Data to use.
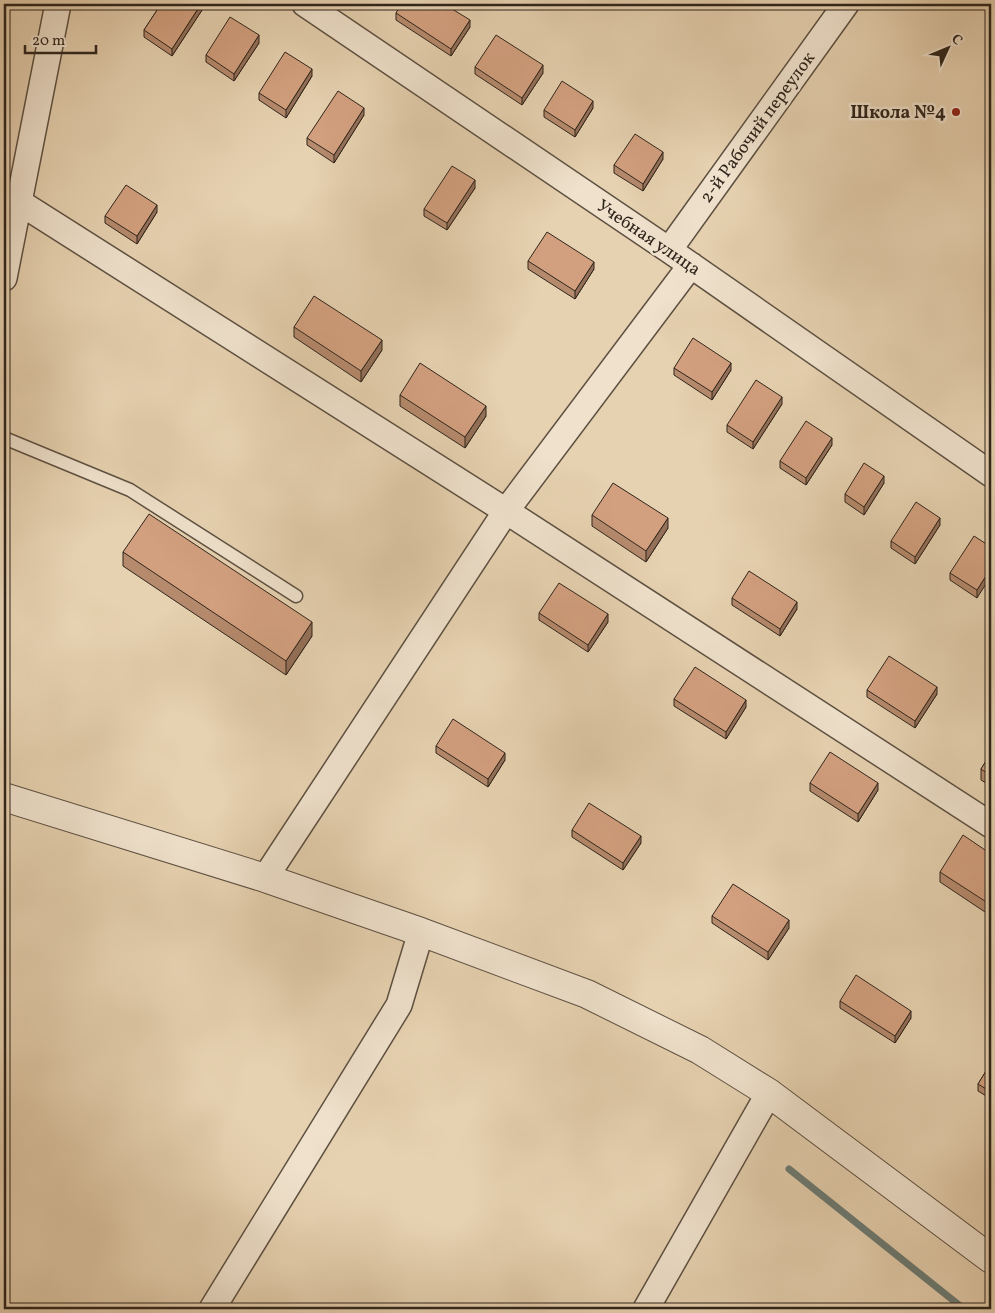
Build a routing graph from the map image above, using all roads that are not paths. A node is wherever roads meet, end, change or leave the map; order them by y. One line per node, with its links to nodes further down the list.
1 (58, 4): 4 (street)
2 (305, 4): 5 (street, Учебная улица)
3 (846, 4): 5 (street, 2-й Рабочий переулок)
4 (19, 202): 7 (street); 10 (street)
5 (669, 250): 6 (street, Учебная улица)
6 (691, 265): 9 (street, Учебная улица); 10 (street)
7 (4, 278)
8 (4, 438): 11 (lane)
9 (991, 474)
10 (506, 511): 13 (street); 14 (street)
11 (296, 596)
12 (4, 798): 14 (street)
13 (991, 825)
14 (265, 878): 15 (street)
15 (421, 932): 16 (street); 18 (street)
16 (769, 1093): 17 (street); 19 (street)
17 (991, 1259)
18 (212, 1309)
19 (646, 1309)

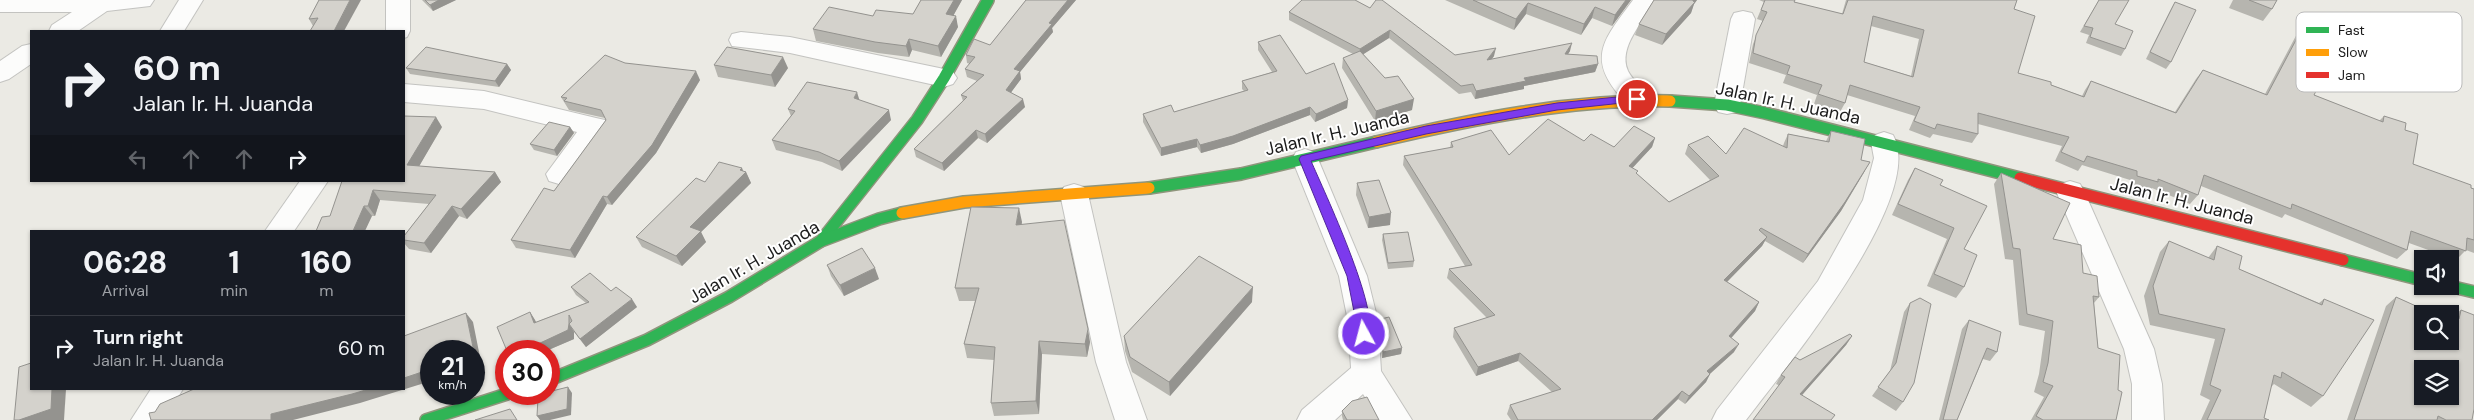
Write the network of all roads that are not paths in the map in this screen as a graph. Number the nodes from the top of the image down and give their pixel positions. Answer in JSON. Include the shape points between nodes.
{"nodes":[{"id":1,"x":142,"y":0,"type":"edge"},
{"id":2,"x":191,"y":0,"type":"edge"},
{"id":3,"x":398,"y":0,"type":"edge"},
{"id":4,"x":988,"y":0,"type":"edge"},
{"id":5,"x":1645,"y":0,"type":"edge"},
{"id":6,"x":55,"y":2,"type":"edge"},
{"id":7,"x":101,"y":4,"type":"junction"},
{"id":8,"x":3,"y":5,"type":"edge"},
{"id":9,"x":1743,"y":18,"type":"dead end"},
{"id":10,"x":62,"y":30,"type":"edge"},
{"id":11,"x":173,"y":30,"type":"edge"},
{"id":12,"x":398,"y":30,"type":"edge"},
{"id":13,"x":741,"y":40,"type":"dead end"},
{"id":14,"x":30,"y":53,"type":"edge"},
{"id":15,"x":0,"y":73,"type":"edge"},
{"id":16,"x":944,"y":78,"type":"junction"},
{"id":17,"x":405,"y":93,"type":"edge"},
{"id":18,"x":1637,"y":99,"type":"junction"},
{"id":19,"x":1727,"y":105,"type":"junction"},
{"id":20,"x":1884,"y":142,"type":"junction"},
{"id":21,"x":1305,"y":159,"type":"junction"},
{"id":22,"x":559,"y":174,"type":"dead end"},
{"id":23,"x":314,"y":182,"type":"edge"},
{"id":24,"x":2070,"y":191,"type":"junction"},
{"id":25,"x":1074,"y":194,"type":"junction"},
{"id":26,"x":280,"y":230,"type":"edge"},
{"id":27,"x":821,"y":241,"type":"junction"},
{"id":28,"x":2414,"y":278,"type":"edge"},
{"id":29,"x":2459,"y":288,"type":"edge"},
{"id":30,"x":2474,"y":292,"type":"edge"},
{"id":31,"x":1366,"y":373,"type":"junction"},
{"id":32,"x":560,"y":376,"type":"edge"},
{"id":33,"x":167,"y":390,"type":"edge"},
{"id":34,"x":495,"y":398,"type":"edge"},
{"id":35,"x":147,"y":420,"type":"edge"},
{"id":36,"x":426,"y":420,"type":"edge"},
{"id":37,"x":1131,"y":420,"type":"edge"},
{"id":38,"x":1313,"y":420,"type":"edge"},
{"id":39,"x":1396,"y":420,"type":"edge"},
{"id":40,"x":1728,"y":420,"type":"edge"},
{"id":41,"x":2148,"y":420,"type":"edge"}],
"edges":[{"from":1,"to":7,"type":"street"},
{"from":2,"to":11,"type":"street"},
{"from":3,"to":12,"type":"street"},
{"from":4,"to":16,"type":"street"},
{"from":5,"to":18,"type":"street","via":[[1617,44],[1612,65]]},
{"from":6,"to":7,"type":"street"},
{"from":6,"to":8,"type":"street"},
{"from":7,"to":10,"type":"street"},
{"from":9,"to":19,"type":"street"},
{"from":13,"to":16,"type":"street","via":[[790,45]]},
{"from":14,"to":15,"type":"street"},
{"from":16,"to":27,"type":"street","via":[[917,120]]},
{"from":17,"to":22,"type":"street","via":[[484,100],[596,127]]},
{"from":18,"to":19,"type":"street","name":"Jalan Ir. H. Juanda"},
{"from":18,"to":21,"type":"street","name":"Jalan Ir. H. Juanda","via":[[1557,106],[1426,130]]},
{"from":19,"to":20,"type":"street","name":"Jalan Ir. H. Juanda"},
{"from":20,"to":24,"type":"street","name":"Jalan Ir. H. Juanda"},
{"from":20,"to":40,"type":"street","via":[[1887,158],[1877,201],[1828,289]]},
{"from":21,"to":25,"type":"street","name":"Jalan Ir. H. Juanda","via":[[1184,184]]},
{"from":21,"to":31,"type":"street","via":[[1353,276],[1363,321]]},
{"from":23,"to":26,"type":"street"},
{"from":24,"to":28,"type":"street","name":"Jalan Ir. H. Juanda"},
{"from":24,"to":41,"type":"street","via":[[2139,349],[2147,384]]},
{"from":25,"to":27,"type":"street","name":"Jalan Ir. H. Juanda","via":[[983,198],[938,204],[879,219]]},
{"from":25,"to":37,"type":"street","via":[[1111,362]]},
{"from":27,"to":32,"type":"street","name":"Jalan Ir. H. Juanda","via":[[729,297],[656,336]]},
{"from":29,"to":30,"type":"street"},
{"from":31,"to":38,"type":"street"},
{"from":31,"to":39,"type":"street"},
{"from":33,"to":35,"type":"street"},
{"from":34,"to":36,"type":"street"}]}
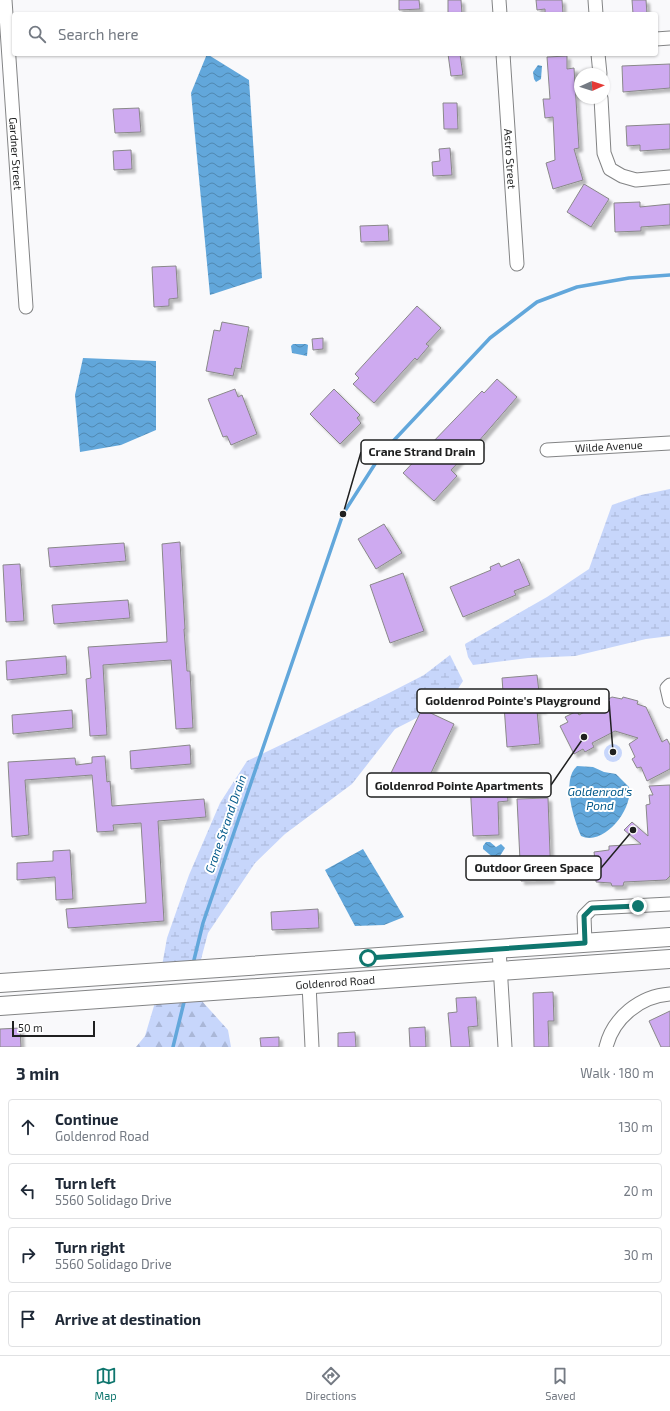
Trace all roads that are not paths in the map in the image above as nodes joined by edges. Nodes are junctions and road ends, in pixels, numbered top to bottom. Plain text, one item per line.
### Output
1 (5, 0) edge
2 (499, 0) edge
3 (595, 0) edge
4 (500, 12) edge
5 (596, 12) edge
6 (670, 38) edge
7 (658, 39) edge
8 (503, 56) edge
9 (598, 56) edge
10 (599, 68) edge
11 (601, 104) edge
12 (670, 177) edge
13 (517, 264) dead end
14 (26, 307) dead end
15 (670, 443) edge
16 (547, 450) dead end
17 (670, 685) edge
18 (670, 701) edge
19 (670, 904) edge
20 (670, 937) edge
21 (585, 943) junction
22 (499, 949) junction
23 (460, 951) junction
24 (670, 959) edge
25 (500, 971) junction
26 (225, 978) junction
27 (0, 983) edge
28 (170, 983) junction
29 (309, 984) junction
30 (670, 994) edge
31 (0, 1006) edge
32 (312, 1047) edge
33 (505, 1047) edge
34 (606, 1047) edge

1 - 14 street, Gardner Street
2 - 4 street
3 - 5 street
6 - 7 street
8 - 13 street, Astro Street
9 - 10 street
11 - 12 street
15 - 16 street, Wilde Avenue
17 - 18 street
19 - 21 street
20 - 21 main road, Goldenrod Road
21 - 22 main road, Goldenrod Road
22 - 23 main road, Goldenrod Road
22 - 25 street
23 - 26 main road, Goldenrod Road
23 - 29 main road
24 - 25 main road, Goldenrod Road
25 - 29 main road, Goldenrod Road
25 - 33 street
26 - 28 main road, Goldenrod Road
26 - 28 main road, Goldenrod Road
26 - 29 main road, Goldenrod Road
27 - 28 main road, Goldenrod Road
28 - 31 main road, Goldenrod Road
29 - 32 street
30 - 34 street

What is expected.
A single figure must be given: how many lines of the records above include the string "image".

Task solution.
3